_What you will do_
Excluding images, repeat the data exactly as given.

_Dataset extract_
"""

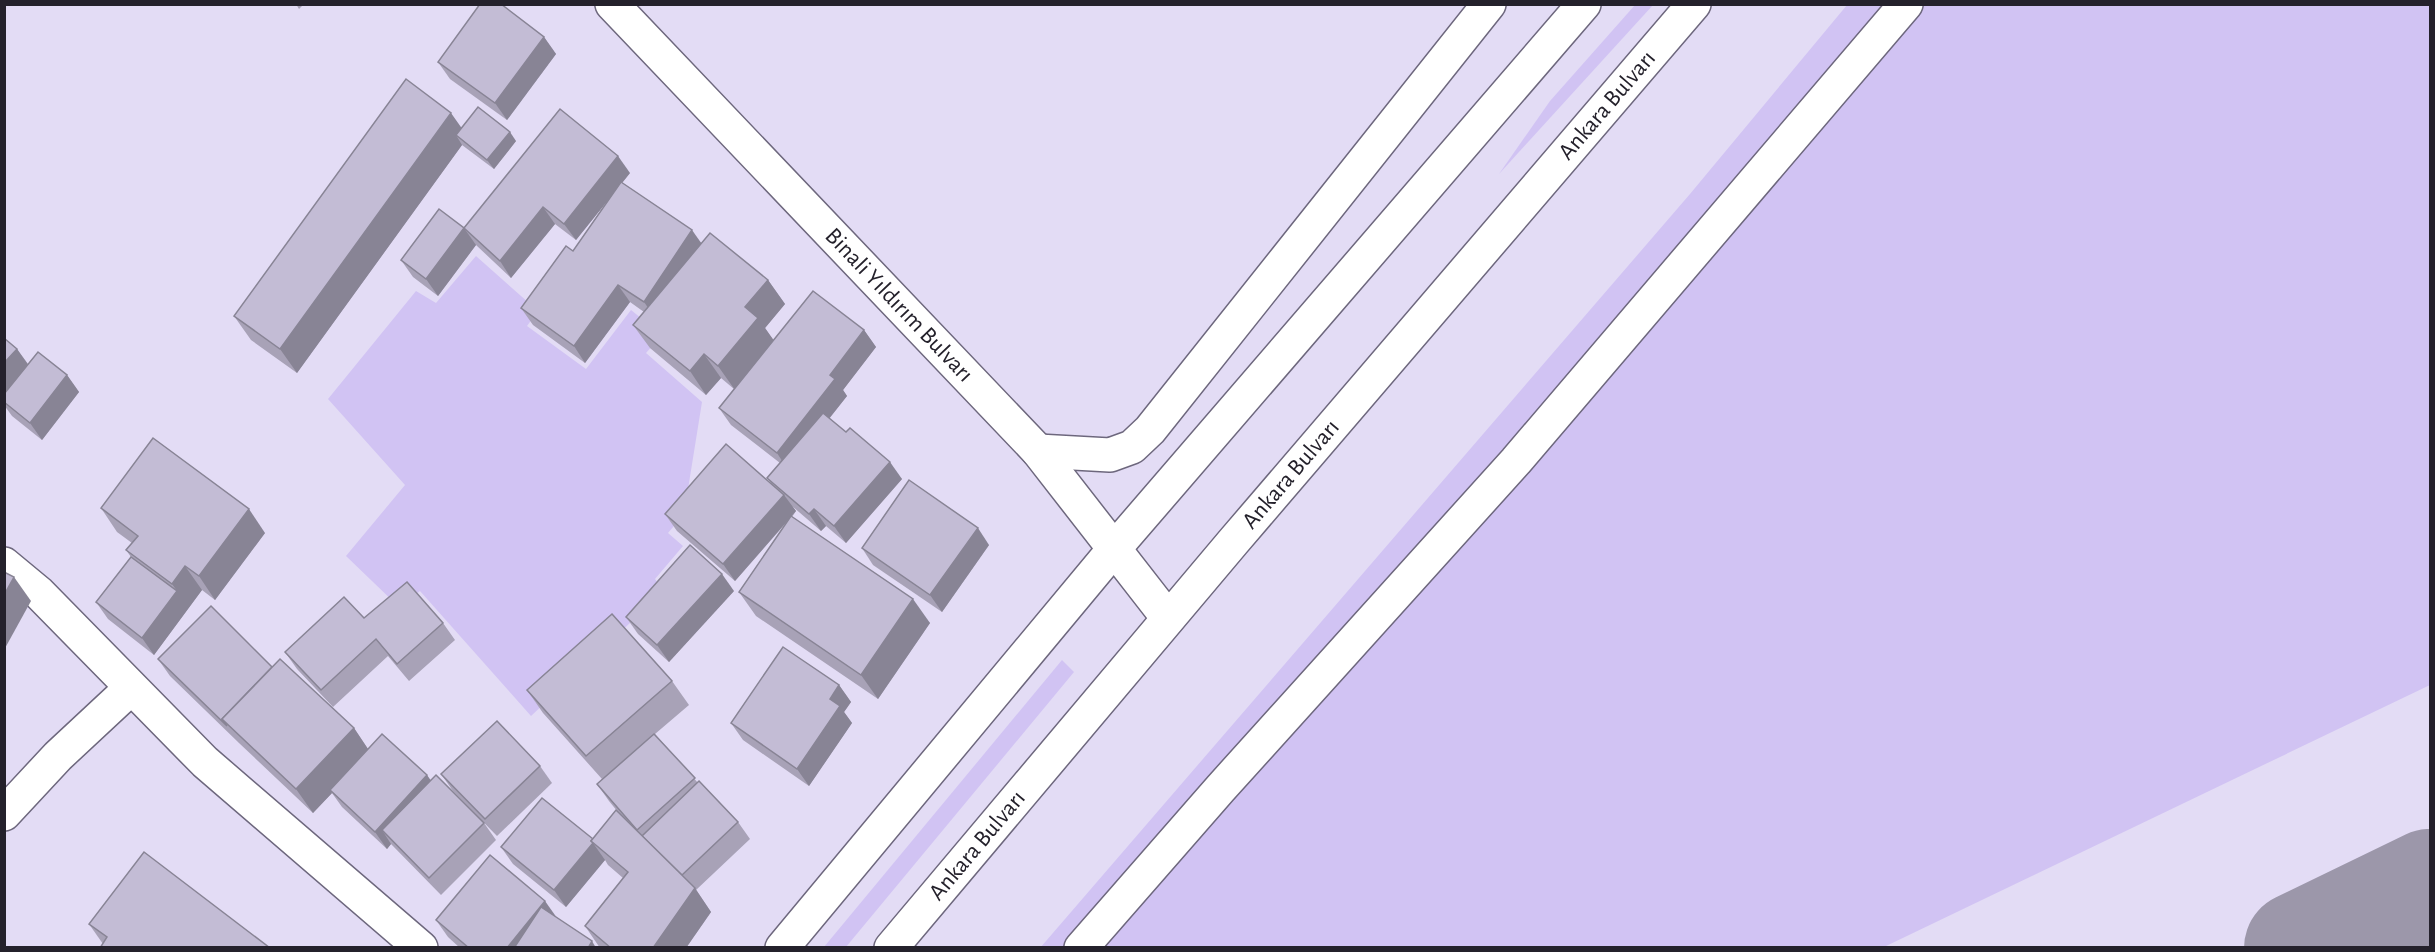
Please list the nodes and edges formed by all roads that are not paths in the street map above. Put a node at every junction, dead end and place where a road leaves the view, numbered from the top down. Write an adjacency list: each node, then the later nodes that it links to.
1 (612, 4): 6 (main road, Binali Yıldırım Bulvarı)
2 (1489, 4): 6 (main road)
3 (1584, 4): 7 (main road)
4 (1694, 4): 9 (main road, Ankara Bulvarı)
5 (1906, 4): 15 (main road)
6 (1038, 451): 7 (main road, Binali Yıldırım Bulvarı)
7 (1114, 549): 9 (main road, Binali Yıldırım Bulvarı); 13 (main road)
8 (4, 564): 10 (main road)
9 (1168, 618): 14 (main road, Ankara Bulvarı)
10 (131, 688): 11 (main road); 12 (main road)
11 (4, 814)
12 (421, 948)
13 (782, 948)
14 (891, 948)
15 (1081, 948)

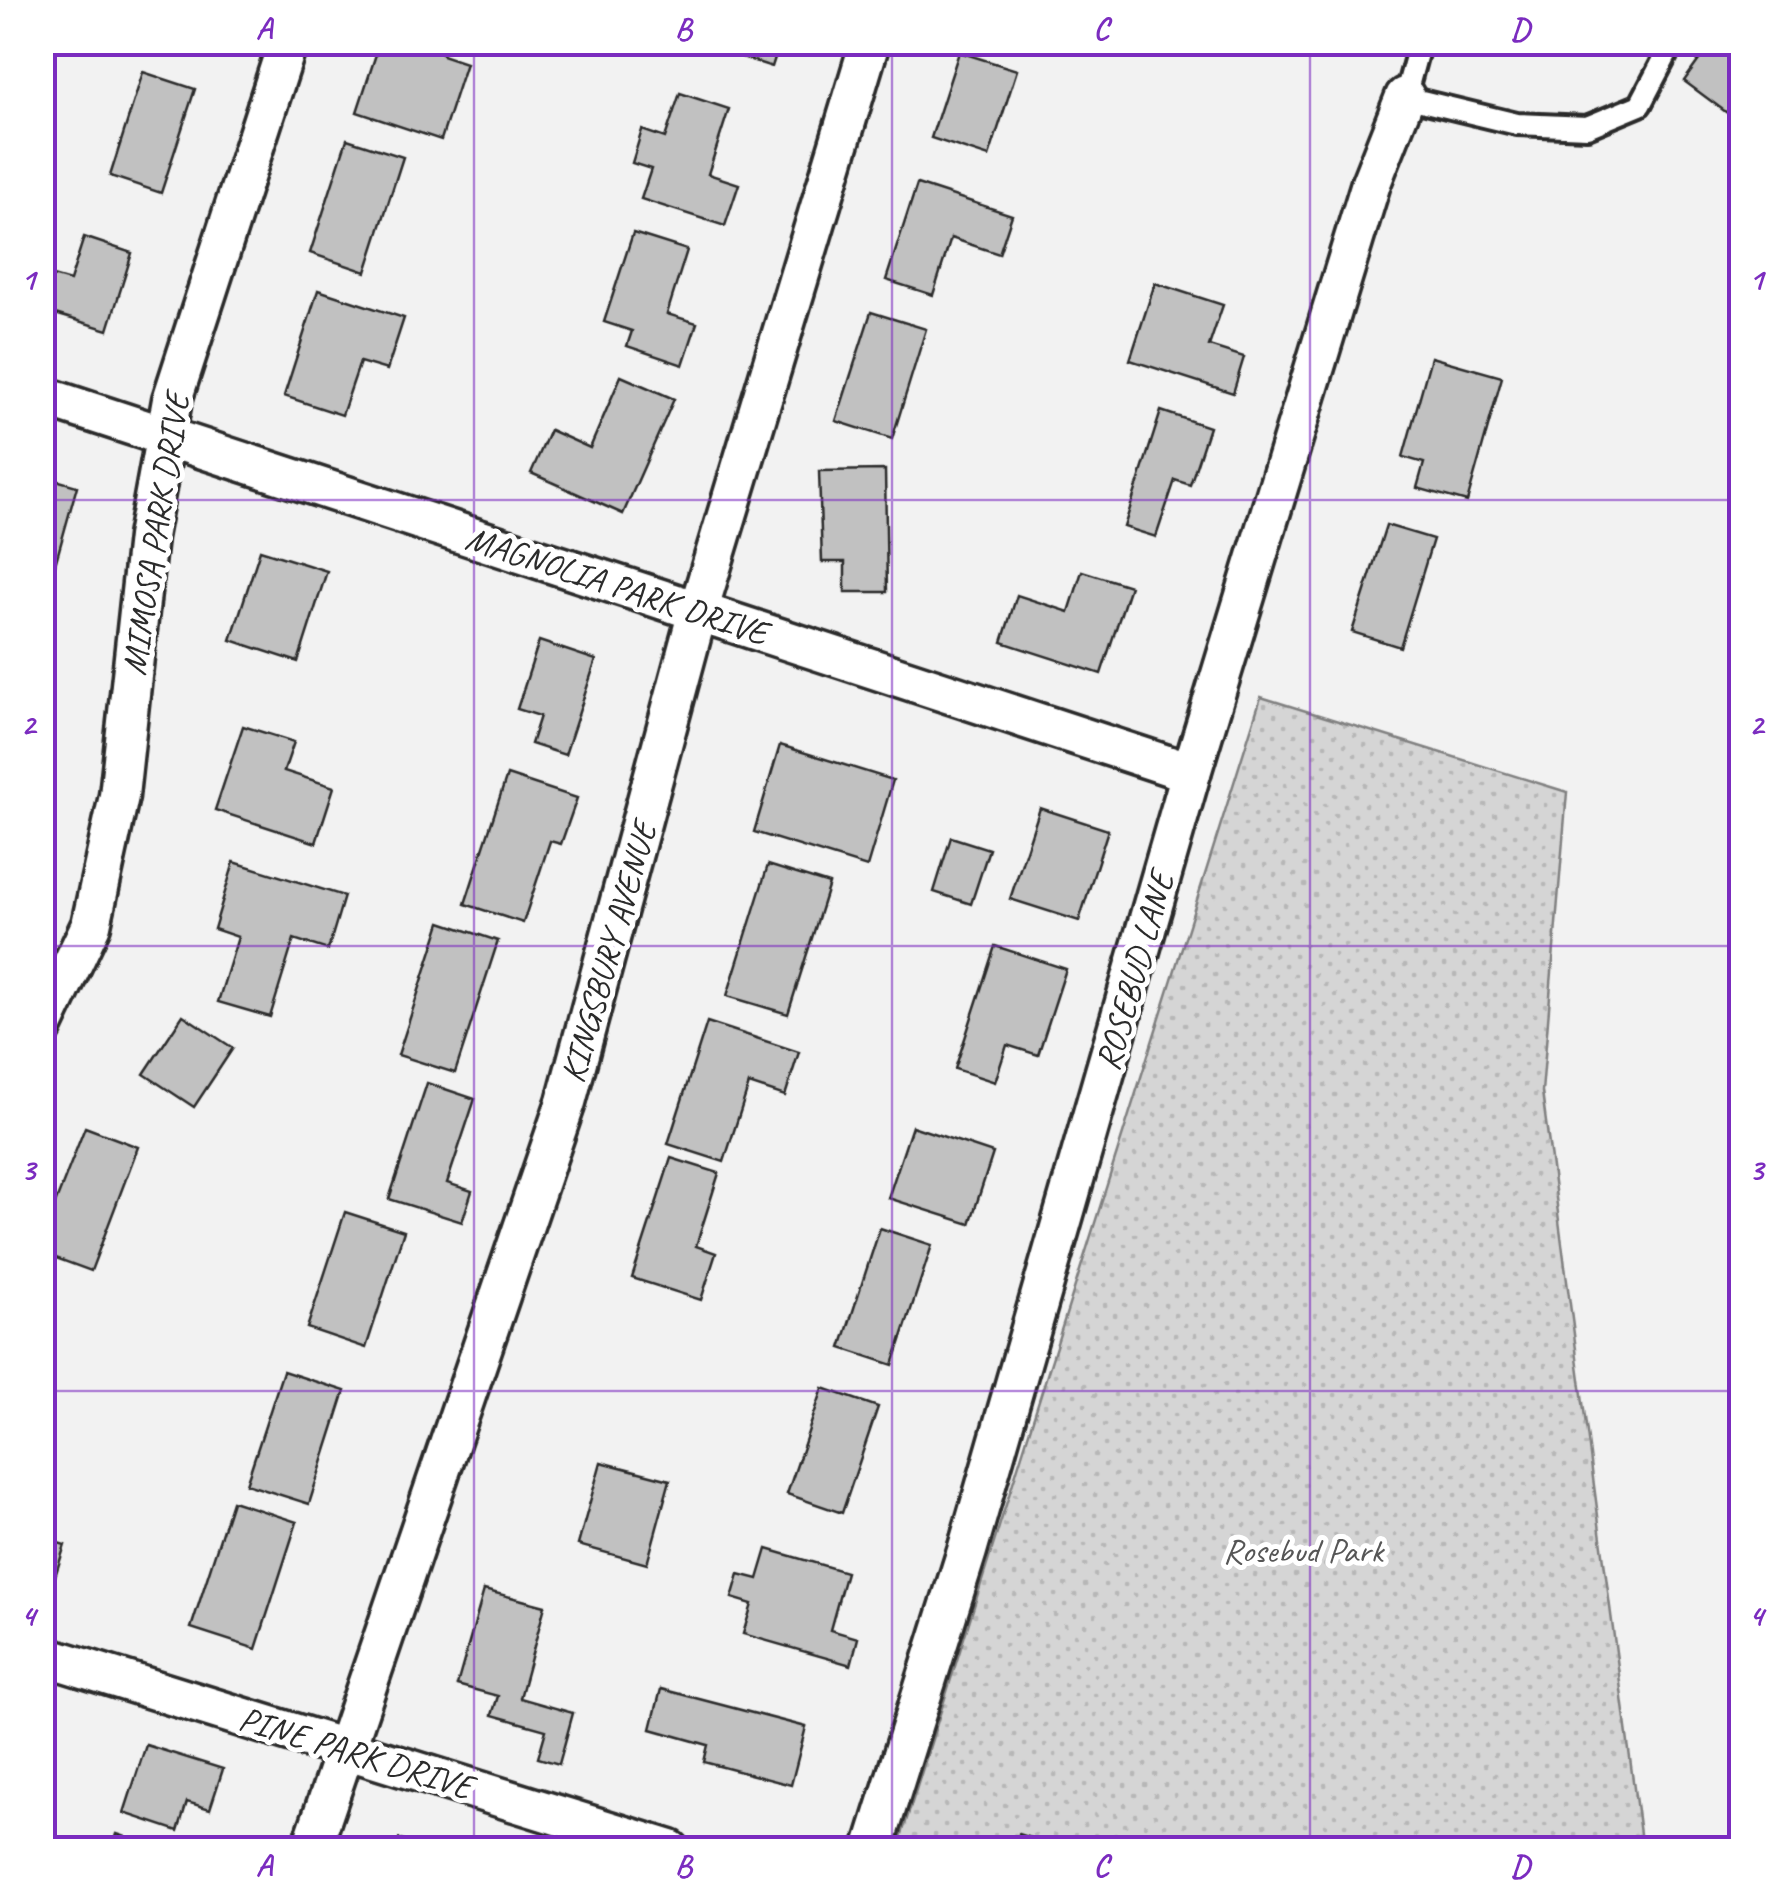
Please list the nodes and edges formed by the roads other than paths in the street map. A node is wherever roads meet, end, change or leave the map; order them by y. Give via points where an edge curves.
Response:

"""

_Exercise output_
Please list the nodes and edges formed by all roads that are not paths in the street map above. Put a node at every junction, dead end and place where a road leaves the view, numbered from the top down. Write an adjacency list: each node, then the later nodes that it links to.
1 (612, 4): 6 (main road, Binali Yıldırım Bulvarı)
2 (1489, 4): 6 (main road)
3 (1584, 4): 7 (main road)
4 (1694, 4): 9 (main road, Ankara Bulvarı)
5 (1906, 4): 15 (main road)
6 (1038, 451): 7 (main road, Binali Yıldırım Bulvarı)
7 (1114, 549): 9 (main road, Binali Yıldırım Bulvarı); 13 (main road)
8 (4, 564): 10 (main road)
9 (1168, 618): 14 (main road, Ankara Bulvarı)
10 (131, 688): 11 (main road); 12 (main road)
11 (4, 814)
12 (421, 948)
13 (782, 948)
14 (891, 948)
15 (1081, 948)

Please list the nodes and edges formed by the roads other than paths in the street map. A node is wherever roads meet, end, change or leave the map; order them by y. Give via points where an edge curves.
Response:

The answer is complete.